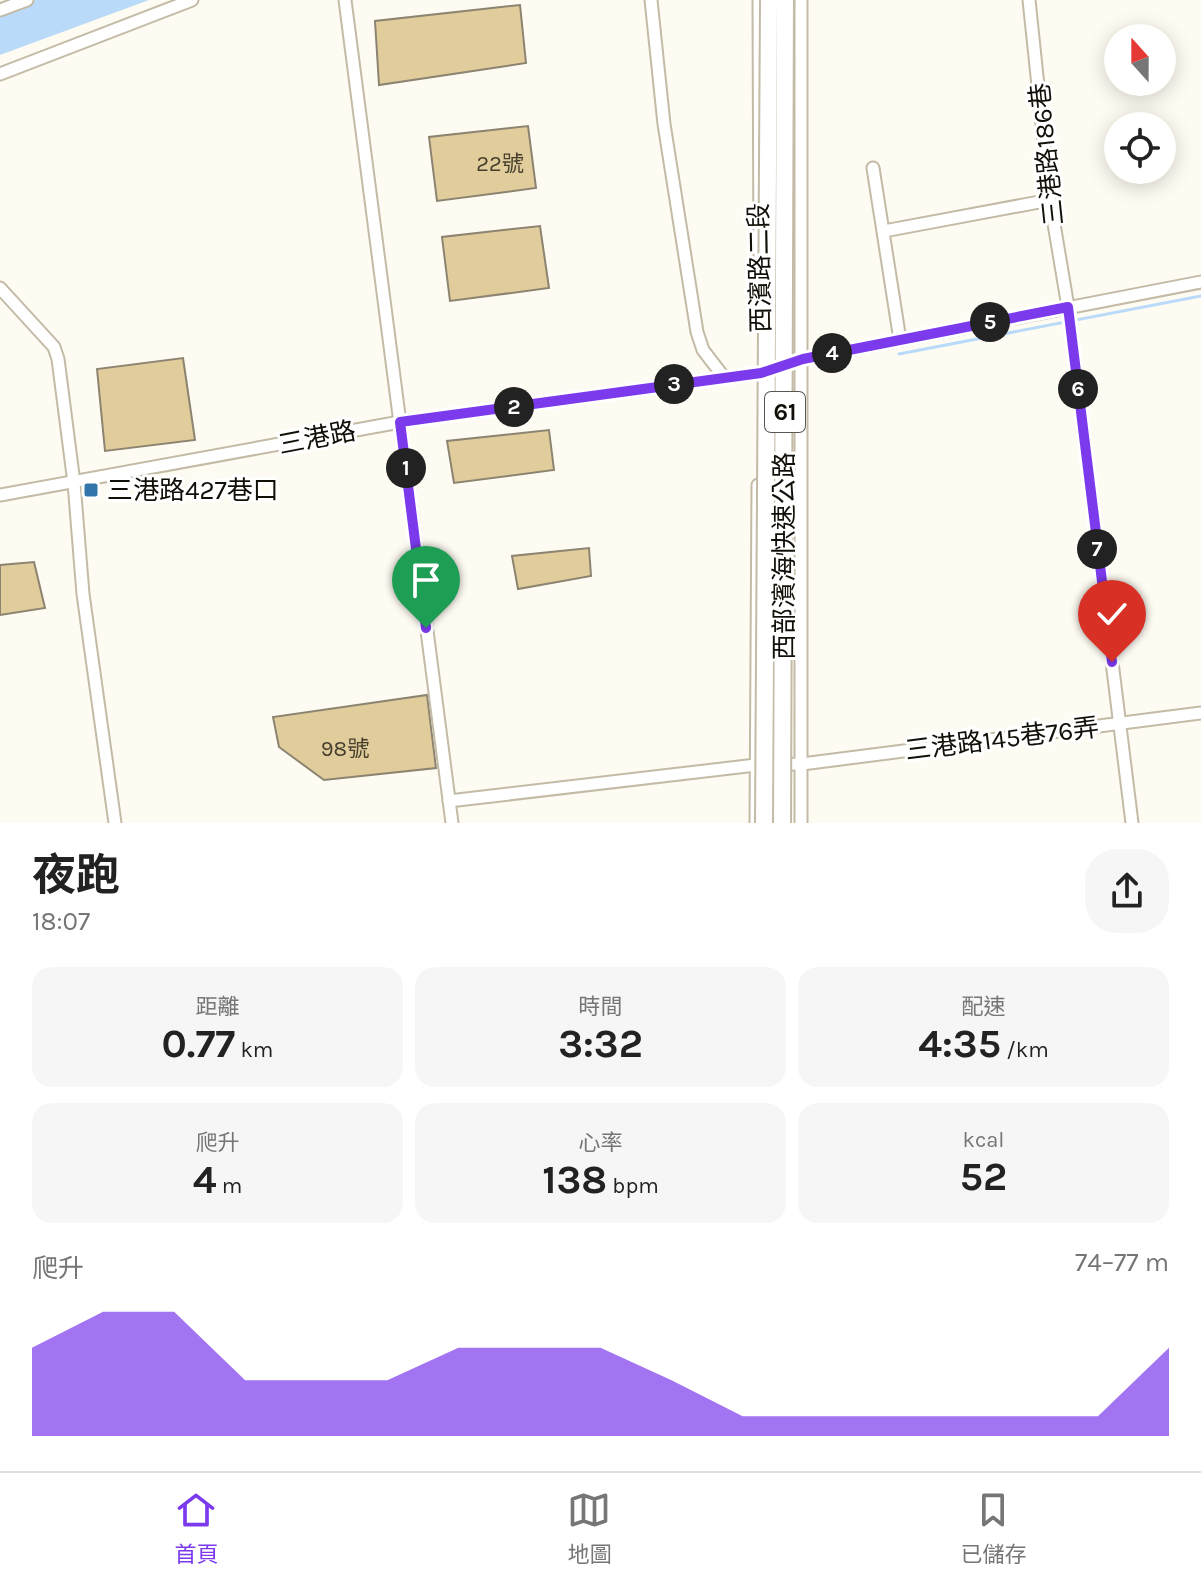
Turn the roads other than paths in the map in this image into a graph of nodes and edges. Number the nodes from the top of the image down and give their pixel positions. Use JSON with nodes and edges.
{"nodes":[{"id":1,"x":27,"y":0,"type":"edge"},
{"id":2,"x":192,"y":0,"type":"edge"},
{"id":3,"x":345,"y":0,"type":"edge"},
{"id":4,"x":651,"y":0,"type":"edge"},
{"id":5,"x":759,"y":0,"type":"edge"},
{"id":6,"x":769,"y":0,"type":"edge"},
{"id":7,"x":785,"y":0,"type":"edge"},
{"id":8,"x":801,"y":0,"type":"edge"},
{"id":9,"x":1029,"y":0,"type":"edge"},
{"id":10,"x":0,"y":10,"type":"edge"},
{"id":11,"x":0,"y":74,"type":"edge"},
{"id":12,"x":873,"y":168,"type":"dead end"},
{"id":13,"x":1050,"y":200,"type":"junction"},
{"id":14,"x":884,"y":231,"type":"junction"},
{"id":15,"x":1201,"y":282,"type":"edge"},
{"id":16,"x":0,"y":288,"type":"edge"},
{"id":17,"x":1068,"y":307,"type":"junction"},
{"id":18,"x":900,"y":340,"type":"junction"},
{"id":19,"x":803,"y":359,"type":"junction"},
{"id":20,"x":761,"y":373,"type":"junction"},
{"id":21,"x":723,"y":376,"type":"junction"},
{"id":22,"x":400,"y":422,"type":"junction"},
{"id":23,"x":74,"y":483,"type":"junction"},
{"id":24,"x":0,"y":495,"type":"edge"},
{"id":25,"x":1201,"y":713,"type":"edge"},
{"id":26,"x":1120,"y":725,"type":"junction"},
{"id":27,"x":802,"y":764,"type":"junction"},
{"id":28,"x":756,"y":765,"type":"junction"},
{"id":29,"x":449,"y":801,"type":"junction"},
{"id":30,"x":115,"y":823,"type":"edge"},
{"id":31,"x":452,"y":823,"type":"edge"},
{"id":32,"x":756,"y":823,"type":"edge"},
{"id":33,"x":764,"y":823,"type":"edge"},
{"id":34,"x":782,"y":823,"type":"edge"},
{"id":35,"x":801,"y":823,"type":"edge"},
{"id":36,"x":1132,"y":823,"type":"edge"}],
"edges":[{"from":1,"to":10,"type":"street"},
{"from":2,"to":11,"type":"street"},
{"from":3,"to":22,"type":"street"},
{"from":4,"to":21,"type":"street"},
{"from":5,"to":20,"type":"street","name":"西濱路二段"},
{"from":6,"to":33,"type":"highway","name":"西部濱海快速公路","number":"61","bridge":true},
{"from":7,"to":34,"type":"highway","name":"西部濱海快速公路","number":"61","bridge":true},
{"from":8,"to":19,"type":"street","name":"西濱路二段"},
{"from":9,"to":13,"type":"street","name":"三港路186巷"},
{"from":12,"to":14,"type":"street"},
{"from":13,"to":14,"type":"street"},
{"from":13,"to":17,"type":"street","name":"三港路186巷"},
{"from":14,"to":18,"type":"street"},
{"from":15,"to":17,"type":"street","name":"三港路"},
{"from":16,"to":23,"type":"street"},
{"from":17,"to":18,"type":"street","name":"三港路"},
{"from":17,"to":26,"type":"street","name":"三港路186巷"},
{"from":18,"to":19,"type":"street","name":"三港路"},
{"from":19,"to":20,"type":"street","name":"三港路"},
{"from":19,"to":27,"type":"street","name":"西濱路二段"},
{"from":20,"to":21,"type":"street","name":"三港路"},
{"from":20,"to":28,"type":"street","name":"西濱路二段"},
{"from":21,"to":22,"type":"street","name":"三港路"},
{"from":22,"to":23,"type":"street","name":"三港路"},
{"from":22,"to":29,"type":"street"},
{"from":23,"to":24,"type":"street","name":"三港路"},
{"from":23,"to":30,"type":"street"},
{"from":25,"to":26,"type":"street","name":"三港路145巷76弄"},
{"from":26,"to":27,"type":"street","name":"三港路145巷76弄"},
{"from":26,"to":36,"type":"street","name":"三港路186巷"},
{"from":27,"to":28,"type":"street","name":"三港路145巷76弄"},
{"from":27,"to":35,"type":"street","name":"西濱路二段"},
{"from":28,"to":29,"type":"street","name":"三港路145巷76弄"},
{"from":28,"to":32,"type":"street","name":"西濱路二段"},
{"from":29,"to":31,"type":"street"}]}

■ Task to carry out
Repeat the data exactly. No pictures should appear.

■ Your solution
Turn the roads other than paths in the map in this image into a graph of nodes and edges. Number the nodes from the top of the image down and give their pixel positions. Use JSON with nodes and edges.
{"nodes":[{"id":1,"x":27,"y":0,"type":"edge"},
{"id":2,"x":192,"y":0,"type":"edge"},
{"id":3,"x":345,"y":0,"type":"edge"},
{"id":4,"x":651,"y":0,"type":"edge"},
{"id":5,"x":759,"y":0,"type":"edge"},
{"id":6,"x":769,"y":0,"type":"edge"},
{"id":7,"x":785,"y":0,"type":"edge"},
{"id":8,"x":801,"y":0,"type":"edge"},
{"id":9,"x":1029,"y":0,"type":"edge"},
{"id":10,"x":0,"y":10,"type":"edge"},
{"id":11,"x":0,"y":74,"type":"edge"},
{"id":12,"x":873,"y":168,"type":"dead end"},
{"id":13,"x":1050,"y":200,"type":"junction"},
{"id":14,"x":884,"y":231,"type":"junction"},
{"id":15,"x":1201,"y":282,"type":"edge"},
{"id":16,"x":0,"y":288,"type":"edge"},
{"id":17,"x":1068,"y":307,"type":"junction"},
{"id":18,"x":900,"y":340,"type":"junction"},
{"id":19,"x":803,"y":359,"type":"junction"},
{"id":20,"x":761,"y":373,"type":"junction"},
{"id":21,"x":723,"y":376,"type":"junction"},
{"id":22,"x":400,"y":422,"type":"junction"},
{"id":23,"x":74,"y":483,"type":"junction"},
{"id":24,"x":0,"y":495,"type":"edge"},
{"id":25,"x":1201,"y":713,"type":"edge"},
{"id":26,"x":1120,"y":725,"type":"junction"},
{"id":27,"x":802,"y":764,"type":"junction"},
{"id":28,"x":756,"y":765,"type":"junction"},
{"id":29,"x":449,"y":801,"type":"junction"},
{"id":30,"x":115,"y":823,"type":"edge"},
{"id":31,"x":452,"y":823,"type":"edge"},
{"id":32,"x":756,"y":823,"type":"edge"},
{"id":33,"x":764,"y":823,"type":"edge"},
{"id":34,"x":782,"y":823,"type":"edge"},
{"id":35,"x":801,"y":823,"type":"edge"},
{"id":36,"x":1132,"y":823,"type":"edge"}],
"edges":[{"from":1,"to":10,"type":"street"},
{"from":2,"to":11,"type":"street"},
{"from":3,"to":22,"type":"street"},
{"from":4,"to":21,"type":"street"},
{"from":5,"to":20,"type":"street","name":"西濱路二段"},
{"from":6,"to":33,"type":"highway","name":"西部濱海快速公路","number":"61","bridge":true},
{"from":7,"to":34,"type":"highway","name":"西部濱海快速公路","number":"61","bridge":true},
{"from":8,"to":19,"type":"street","name":"西濱路二段"},
{"from":9,"to":13,"type":"street","name":"三港路186巷"},
{"from":12,"to":14,"type":"street"},
{"from":13,"to":14,"type":"street"},
{"from":13,"to":17,"type":"street","name":"三港路186巷"},
{"from":14,"to":18,"type":"street"},
{"from":15,"to":17,"type":"street","name":"三港路"},
{"from":16,"to":23,"type":"street"},
{"from":17,"to":18,"type":"street","name":"三港路"},
{"from":17,"to":26,"type":"street","name":"三港路186巷"},
{"from":18,"to":19,"type":"street","name":"三港路"},
{"from":19,"to":20,"type":"street","name":"三港路"},
{"from":19,"to":27,"type":"street","name":"西濱路二段"},
{"from":20,"to":21,"type":"street","name":"三港路"},
{"from":20,"to":28,"type":"street","name":"西濱路二段"},
{"from":21,"to":22,"type":"street","name":"三港路"},
{"from":22,"to":23,"type":"street","name":"三港路"},
{"from":22,"to":29,"type":"street"},
{"from":23,"to":24,"type":"street","name":"三港路"},
{"from":23,"to":30,"type":"street"},
{"from":25,"to":26,"type":"street","name":"三港路145巷76弄"},
{"from":26,"to":27,"type":"street","name":"三港路145巷76弄"},
{"from":26,"to":36,"type":"street","name":"三港路186巷"},
{"from":27,"to":28,"type":"street","name":"三港路145巷76弄"},
{"from":27,"to":35,"type":"street","name":"西濱路二段"},
{"from":28,"to":29,"type":"street","name":"三港路145巷76弄"},
{"from":28,"to":32,"type":"street","name":"西濱路二段"},
{"from":29,"to":31,"type":"street"}]}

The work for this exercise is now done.